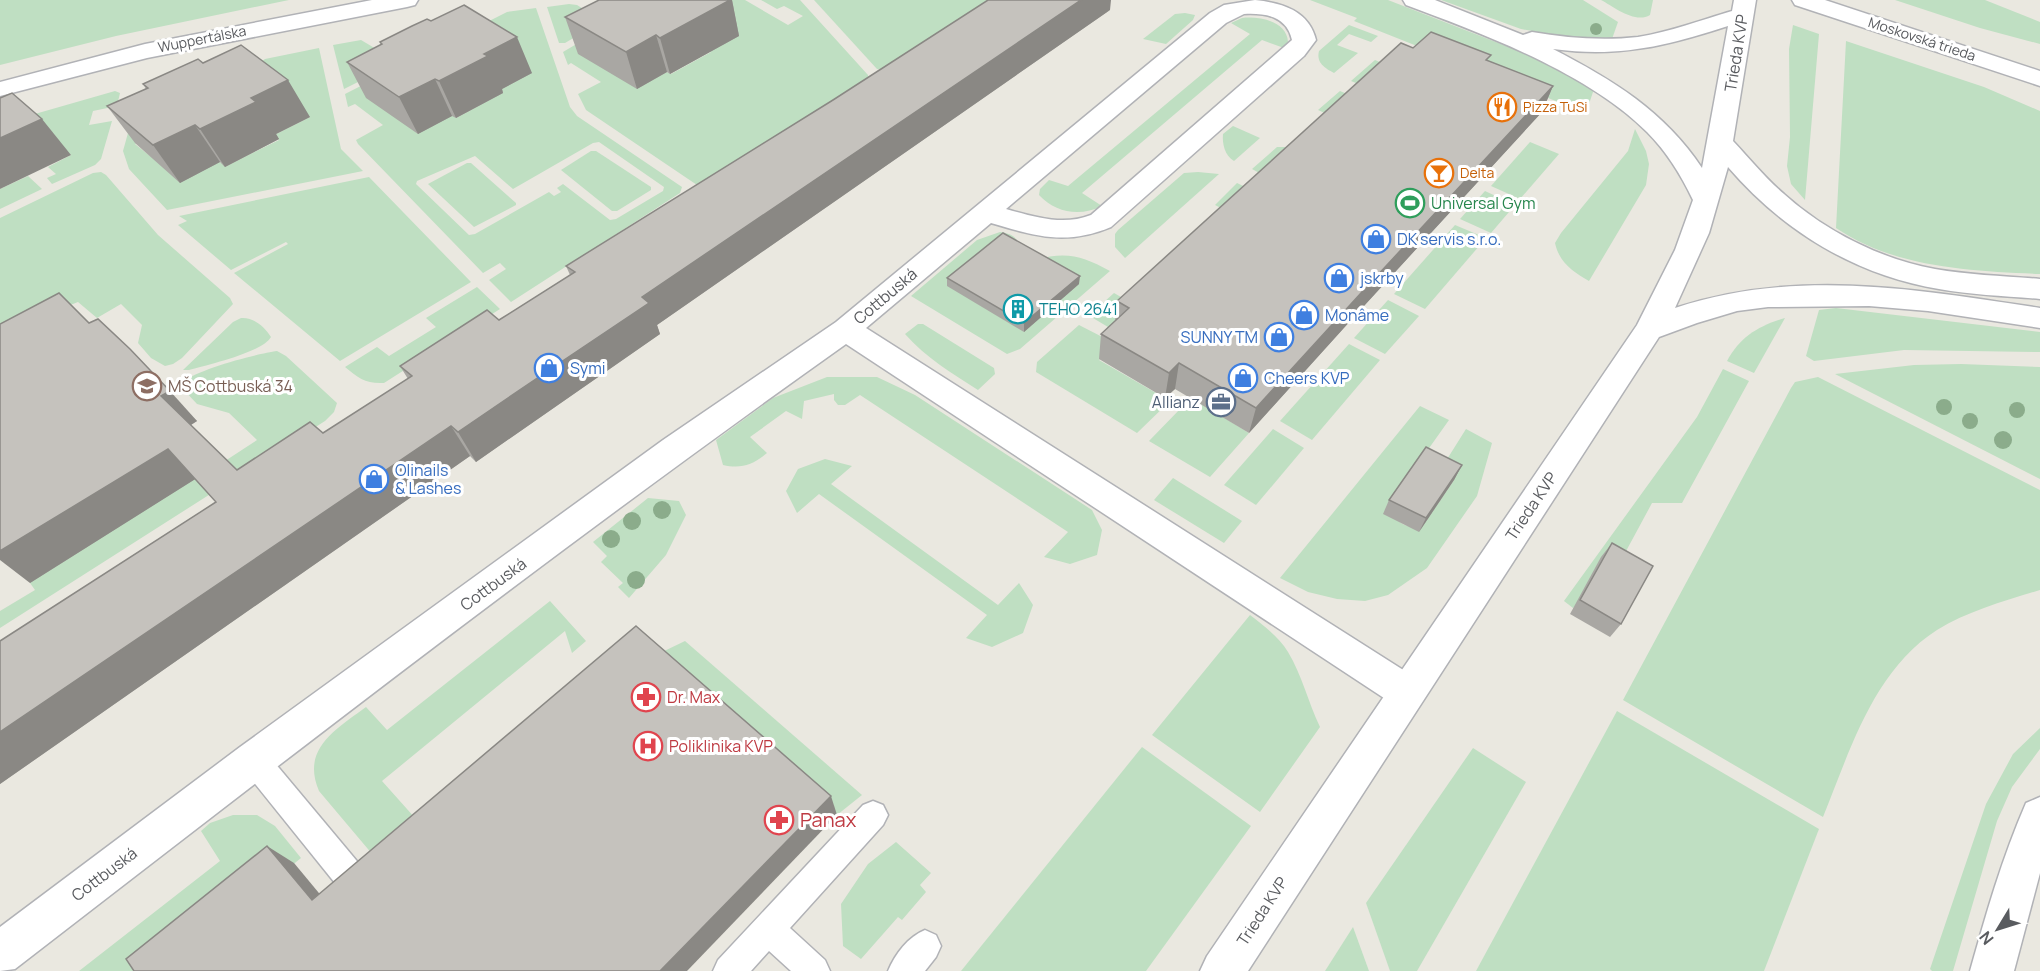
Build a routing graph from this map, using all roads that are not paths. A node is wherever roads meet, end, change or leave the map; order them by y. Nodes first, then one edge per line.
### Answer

---

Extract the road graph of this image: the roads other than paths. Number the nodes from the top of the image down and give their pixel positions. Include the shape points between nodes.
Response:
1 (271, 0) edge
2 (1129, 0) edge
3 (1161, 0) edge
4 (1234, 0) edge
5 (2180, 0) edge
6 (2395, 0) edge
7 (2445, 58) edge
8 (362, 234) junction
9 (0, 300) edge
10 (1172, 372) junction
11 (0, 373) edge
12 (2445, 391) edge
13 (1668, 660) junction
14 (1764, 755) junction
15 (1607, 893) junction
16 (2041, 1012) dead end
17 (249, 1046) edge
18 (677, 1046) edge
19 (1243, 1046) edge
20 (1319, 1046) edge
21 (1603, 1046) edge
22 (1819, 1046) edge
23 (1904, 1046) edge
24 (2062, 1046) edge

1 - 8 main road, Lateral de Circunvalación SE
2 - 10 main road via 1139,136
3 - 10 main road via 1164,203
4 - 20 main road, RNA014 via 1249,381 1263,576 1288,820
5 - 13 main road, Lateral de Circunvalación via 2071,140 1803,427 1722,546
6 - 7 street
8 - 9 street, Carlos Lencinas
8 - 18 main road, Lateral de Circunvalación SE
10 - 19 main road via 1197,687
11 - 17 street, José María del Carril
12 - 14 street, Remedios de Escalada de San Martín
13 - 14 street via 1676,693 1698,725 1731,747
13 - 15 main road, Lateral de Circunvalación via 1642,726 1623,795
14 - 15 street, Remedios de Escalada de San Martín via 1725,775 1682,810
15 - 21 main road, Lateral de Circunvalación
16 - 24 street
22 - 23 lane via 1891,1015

--

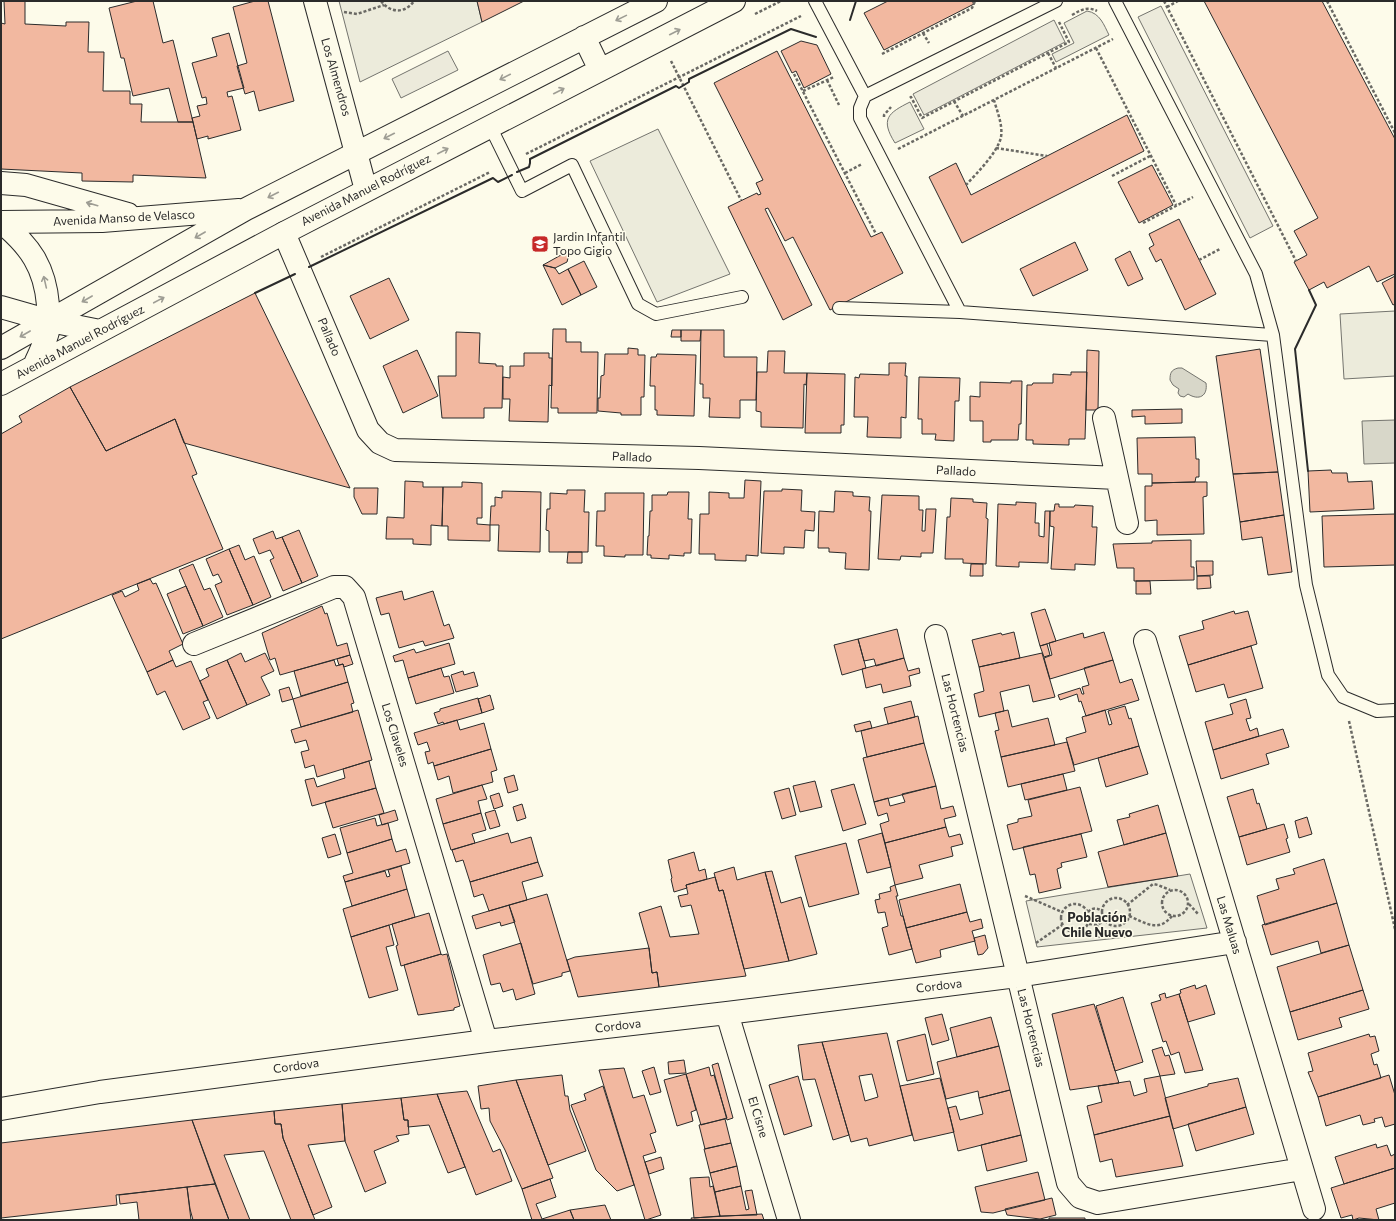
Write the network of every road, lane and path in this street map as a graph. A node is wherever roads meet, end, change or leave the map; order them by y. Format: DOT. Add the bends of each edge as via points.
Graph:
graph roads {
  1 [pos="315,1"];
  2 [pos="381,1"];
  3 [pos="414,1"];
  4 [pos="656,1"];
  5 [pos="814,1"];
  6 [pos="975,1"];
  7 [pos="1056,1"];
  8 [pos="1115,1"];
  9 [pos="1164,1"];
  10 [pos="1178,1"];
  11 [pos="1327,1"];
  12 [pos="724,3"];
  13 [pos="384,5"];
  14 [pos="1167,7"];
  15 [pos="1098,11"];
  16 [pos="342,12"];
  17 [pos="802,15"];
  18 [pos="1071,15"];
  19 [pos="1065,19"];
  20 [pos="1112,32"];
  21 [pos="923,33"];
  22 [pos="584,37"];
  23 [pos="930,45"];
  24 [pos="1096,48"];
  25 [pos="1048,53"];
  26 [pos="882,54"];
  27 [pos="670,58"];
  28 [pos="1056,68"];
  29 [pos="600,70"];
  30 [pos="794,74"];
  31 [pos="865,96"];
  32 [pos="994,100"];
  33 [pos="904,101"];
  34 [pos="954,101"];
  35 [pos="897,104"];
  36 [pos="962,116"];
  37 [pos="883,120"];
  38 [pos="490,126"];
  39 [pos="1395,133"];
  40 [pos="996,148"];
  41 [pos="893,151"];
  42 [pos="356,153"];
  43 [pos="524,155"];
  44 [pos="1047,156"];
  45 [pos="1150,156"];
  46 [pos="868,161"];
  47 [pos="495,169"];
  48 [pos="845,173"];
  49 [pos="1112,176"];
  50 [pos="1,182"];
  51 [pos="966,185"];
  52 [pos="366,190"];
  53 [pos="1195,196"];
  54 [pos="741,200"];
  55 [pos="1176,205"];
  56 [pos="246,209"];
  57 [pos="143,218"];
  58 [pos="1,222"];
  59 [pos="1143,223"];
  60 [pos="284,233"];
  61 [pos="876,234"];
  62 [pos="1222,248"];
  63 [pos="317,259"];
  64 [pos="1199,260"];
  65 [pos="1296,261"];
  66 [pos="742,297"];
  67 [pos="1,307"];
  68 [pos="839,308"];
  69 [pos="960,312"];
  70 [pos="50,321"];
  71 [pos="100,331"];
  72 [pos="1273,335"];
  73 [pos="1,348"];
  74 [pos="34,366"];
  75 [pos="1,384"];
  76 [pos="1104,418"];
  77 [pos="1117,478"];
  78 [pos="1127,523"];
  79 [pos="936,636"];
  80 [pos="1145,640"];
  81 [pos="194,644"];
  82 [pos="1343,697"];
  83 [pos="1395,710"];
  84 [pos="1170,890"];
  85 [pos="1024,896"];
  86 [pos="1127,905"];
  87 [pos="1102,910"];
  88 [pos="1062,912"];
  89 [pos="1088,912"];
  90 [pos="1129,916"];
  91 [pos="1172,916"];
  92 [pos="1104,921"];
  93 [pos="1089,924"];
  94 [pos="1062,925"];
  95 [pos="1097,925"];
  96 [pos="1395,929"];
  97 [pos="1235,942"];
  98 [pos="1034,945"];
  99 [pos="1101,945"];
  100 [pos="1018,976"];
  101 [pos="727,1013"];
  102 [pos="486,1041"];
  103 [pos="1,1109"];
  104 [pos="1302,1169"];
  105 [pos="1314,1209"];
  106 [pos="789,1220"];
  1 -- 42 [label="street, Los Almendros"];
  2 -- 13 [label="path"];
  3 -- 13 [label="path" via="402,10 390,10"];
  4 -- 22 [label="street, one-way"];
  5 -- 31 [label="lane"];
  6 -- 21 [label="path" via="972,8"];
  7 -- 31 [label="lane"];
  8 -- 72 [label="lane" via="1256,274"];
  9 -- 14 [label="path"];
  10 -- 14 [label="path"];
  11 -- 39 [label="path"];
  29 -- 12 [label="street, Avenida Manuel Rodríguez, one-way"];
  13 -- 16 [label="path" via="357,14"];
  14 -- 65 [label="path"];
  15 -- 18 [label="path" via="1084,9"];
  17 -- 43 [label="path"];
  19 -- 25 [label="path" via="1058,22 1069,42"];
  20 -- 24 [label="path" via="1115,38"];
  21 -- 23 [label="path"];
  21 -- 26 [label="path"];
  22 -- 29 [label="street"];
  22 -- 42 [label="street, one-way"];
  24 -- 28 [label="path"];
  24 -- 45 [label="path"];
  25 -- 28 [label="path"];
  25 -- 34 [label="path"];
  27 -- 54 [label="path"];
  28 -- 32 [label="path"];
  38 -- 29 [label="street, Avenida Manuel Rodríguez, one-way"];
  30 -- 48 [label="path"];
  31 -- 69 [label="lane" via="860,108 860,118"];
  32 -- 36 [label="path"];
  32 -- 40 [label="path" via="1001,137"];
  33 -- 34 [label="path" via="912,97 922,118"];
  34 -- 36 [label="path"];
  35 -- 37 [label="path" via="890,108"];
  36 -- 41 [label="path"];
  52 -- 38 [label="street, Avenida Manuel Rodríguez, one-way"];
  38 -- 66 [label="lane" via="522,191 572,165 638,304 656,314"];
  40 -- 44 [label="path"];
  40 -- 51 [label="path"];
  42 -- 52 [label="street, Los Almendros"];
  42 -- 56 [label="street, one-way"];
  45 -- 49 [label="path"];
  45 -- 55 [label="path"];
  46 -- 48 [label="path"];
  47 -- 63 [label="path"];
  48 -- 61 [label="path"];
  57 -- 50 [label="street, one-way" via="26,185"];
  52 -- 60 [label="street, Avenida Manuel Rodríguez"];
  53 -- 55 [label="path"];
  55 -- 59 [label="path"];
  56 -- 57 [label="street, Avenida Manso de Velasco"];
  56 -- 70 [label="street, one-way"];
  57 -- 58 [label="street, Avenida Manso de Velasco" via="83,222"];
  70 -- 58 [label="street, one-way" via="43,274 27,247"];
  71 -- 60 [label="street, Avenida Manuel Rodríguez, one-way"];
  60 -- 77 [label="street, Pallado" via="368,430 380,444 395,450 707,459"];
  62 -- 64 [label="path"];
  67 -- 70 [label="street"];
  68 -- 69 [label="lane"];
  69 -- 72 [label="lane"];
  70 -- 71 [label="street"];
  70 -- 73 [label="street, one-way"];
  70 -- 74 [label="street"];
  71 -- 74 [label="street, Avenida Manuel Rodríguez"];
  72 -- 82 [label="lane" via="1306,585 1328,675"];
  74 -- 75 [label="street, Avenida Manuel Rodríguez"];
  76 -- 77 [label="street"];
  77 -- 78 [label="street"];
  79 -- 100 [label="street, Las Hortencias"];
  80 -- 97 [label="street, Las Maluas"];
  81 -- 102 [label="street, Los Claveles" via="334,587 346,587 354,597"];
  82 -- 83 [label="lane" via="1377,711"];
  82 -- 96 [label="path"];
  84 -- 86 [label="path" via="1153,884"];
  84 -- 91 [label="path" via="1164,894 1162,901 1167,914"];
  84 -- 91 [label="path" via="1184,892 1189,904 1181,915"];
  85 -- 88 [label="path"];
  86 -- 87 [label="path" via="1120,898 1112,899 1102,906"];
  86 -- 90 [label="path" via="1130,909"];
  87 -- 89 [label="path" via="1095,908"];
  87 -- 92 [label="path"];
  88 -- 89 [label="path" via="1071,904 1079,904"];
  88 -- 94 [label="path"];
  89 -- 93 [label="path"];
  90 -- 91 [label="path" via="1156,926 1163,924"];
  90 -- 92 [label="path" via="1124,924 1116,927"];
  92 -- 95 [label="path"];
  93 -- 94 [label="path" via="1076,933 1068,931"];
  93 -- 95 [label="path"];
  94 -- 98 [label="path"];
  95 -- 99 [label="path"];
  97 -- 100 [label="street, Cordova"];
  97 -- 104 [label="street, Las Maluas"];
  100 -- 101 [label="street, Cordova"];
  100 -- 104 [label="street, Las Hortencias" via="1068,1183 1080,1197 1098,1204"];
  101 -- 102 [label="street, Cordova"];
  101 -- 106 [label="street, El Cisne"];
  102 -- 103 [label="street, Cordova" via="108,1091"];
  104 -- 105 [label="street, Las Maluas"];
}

**WHAT TO WORK ON**. Each line above with the word "wherever" needs to be copied.

**TASK SOLUTION**.
Build a routing graph from this map, using all roads that are not paths. A node is wherever roads meet, end, change or leave the map; order them by y. Nodes first, then one edge per line.
Write the network of every road, lane and path in this street map as a graph. A node is wherever roads meet, end, change or leave the map; order them by y. Format: DOT. Add the bends of each edge as via points.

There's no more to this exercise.